Seveno Capital later announced investments and ventures including The Well Estate, a medical-wellness real estate joint venture with Borderless Healthcare Group, and PointFit, a Hong Kong wearable-technology company.

===MORROW===
In 2025, Law founded MORROW, a Singapore-based longevity and preventive-health venture. The company announced plans to invest US$156 million, equivalent to about S$200 million, over five years to open MORROW locations, beginning with a 38,000 sq ft flagship clinic in Singapore.

Law has described MORROW’s mission as helping reduce the gap between lifespan and healthspan, positioning the company as a scalable preventive-health platform designed around diagnostics, behaviour change, continuous engagement, and proactive healthcare.

==Longevity Century==
In 2026, Law published a mission statement and manifesto outlining what he called the "Longevity Century" - a vision centred on extending healthspan, expanding access to preventive healthcare, and building the infrastructure, platforms, and investment ecosystem required to support healthier ageing at population scale.

The manifesto argued that longevity should evolve beyond specialist medicine and become an increasingly integrated part of mainstream healthcare and everyday life.

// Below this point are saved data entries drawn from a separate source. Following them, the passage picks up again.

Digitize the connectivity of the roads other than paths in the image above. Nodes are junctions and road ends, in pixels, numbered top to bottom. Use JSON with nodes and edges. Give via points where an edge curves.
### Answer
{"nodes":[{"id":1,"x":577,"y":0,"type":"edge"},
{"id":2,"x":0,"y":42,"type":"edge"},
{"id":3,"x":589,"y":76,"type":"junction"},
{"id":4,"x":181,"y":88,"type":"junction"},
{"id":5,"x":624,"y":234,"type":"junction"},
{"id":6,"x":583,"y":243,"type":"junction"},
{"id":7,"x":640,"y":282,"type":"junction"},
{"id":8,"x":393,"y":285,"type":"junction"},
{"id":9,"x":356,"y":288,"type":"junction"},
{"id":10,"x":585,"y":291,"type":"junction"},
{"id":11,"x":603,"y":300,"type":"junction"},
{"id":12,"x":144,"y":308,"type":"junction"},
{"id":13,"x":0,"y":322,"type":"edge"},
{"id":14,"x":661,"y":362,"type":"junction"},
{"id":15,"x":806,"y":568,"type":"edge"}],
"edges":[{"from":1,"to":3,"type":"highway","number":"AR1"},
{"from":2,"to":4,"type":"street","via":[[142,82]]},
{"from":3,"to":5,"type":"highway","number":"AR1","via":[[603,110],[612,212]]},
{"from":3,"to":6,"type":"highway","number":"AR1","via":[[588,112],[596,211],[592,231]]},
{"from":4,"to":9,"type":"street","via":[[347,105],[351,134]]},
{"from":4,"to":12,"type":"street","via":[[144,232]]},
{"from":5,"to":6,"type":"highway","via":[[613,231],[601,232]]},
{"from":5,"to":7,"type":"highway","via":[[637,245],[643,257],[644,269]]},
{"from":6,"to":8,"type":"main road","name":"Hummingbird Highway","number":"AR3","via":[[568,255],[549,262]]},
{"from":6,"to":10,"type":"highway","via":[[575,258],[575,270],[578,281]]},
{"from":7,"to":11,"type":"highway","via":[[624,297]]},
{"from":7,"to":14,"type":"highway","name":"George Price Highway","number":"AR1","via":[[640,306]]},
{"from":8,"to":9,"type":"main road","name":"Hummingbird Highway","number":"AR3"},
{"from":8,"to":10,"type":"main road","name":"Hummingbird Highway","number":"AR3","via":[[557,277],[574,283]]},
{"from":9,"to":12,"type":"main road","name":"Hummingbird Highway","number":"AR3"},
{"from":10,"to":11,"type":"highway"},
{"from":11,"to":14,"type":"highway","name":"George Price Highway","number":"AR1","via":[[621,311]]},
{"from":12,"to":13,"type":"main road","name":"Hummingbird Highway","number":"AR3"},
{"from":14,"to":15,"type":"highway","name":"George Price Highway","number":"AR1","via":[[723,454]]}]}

It also set out a broader ambition to support the development of preventive-health systems capable of helping people live longer, healthier lives through a combination of healthcare, technology, behavioural science, and long-term investment.

==Personal life==
Law is a permanent resident in Singapore. In 2010, Law married Tan Shin Hui, granddaughter of Singaporean businessman Wee Cho Yaw.

Law is a competitive track athlete, gymnast, and yoga practitioner. An advocate for holistic wellness, he promotes fitness and longevity through lifestyle changes focused on health and well-being.